A chief archaeologger will consult with individual contributors during the editorial process. Depending on the volume of contributions, focus of pieces, and other organizational factors, publishing schedules will vary. Archaeologgers will notify contributors about the date of posting as soon as possible.

Format & Style

1. Language
English is preferred. Material written in other languages will be considered if an abstract is provided in English. Either American or British spellings are acceptable, but please use a consistent style throughout.

2. Suggested Word Count
Contributions should not exceed 1,500 words. Archaeologgers may consider lengthier submissions, but these will be divided up and released as parts within a series over an extended time period.

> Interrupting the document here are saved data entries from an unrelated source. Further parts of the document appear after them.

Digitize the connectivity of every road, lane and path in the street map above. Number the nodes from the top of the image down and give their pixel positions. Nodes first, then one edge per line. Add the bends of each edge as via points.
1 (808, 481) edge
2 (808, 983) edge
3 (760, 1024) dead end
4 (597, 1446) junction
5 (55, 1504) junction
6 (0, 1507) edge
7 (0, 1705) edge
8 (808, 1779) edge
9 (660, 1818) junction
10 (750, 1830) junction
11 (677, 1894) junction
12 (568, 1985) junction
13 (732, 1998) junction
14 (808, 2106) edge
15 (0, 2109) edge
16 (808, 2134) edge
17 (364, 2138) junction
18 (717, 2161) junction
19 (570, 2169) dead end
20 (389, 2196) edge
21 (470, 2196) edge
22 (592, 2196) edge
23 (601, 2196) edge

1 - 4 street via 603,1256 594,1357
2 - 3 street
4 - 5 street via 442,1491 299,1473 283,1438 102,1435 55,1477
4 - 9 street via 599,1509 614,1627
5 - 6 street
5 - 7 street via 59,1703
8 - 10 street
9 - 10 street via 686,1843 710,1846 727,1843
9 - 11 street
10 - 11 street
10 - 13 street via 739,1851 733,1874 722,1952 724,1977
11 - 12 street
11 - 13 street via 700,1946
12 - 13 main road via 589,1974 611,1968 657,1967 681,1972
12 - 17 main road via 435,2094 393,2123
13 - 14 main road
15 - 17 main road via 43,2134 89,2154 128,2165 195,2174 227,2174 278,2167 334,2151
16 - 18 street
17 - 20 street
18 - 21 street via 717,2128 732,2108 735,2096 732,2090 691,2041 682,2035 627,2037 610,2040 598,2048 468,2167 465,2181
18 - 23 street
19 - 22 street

Please contact a chief archaeologger with queries regarding extended pieces.

3. Page Numbers and Section Headings
Page numbers are not necessary. The first paragraphs of each piece will appear on the main page of Archaeolog. A link will appear at the end of the initial paragraphs leading to the rest of the text. All remaining text will be presented on one continuous page. Section headings or subtitles are strongly suggested for subdividing text. These must be provided by the contributor.

4. Text Formatting and Layout
Pieces should be written and submitted as a Word document. There are no requirements for specific spacing, font type or size, as this will be formatted automatically within Movable Type. It is necessary to insert a full return between every paragraph. Chief archaeologgers will architect the submissions visually in consideration of preferences expressed by contributors.

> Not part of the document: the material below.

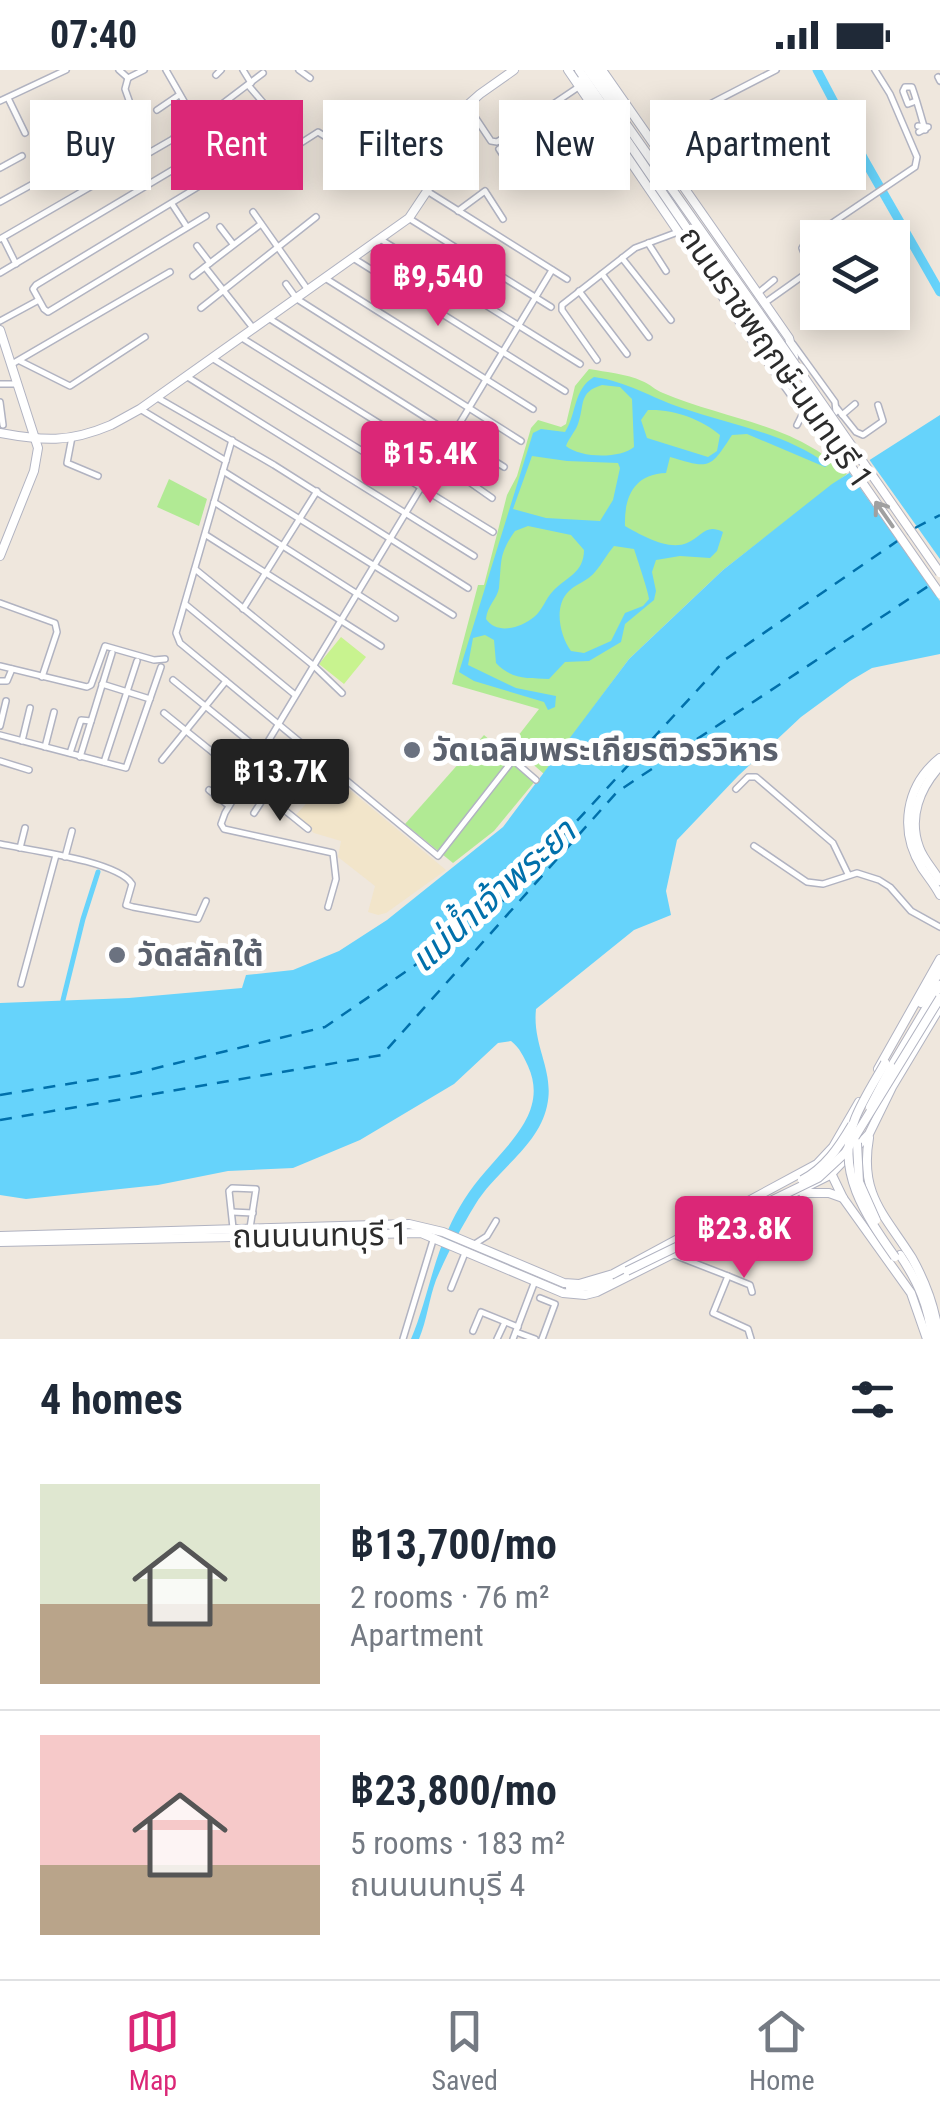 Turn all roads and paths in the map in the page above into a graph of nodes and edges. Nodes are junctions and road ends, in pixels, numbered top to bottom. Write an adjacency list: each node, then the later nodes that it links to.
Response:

Do use italics, bold text formatting, and variable font size when appropriate and also when desired in the original submission so that the style can be replicated in the online publishing process.

Please carefully spell-check submissions and avoid extra spacing between words and after punctuation marks.

5. Abbreviations 
Abbreviations may be used, but please first include the full title or name with abbreviation in adjacent parentheses. For example: American Journal of Archaeology (AJA).

6. Citations
Contributors are responsible for providing accurate and appropriate citations. Please be consistent throughout.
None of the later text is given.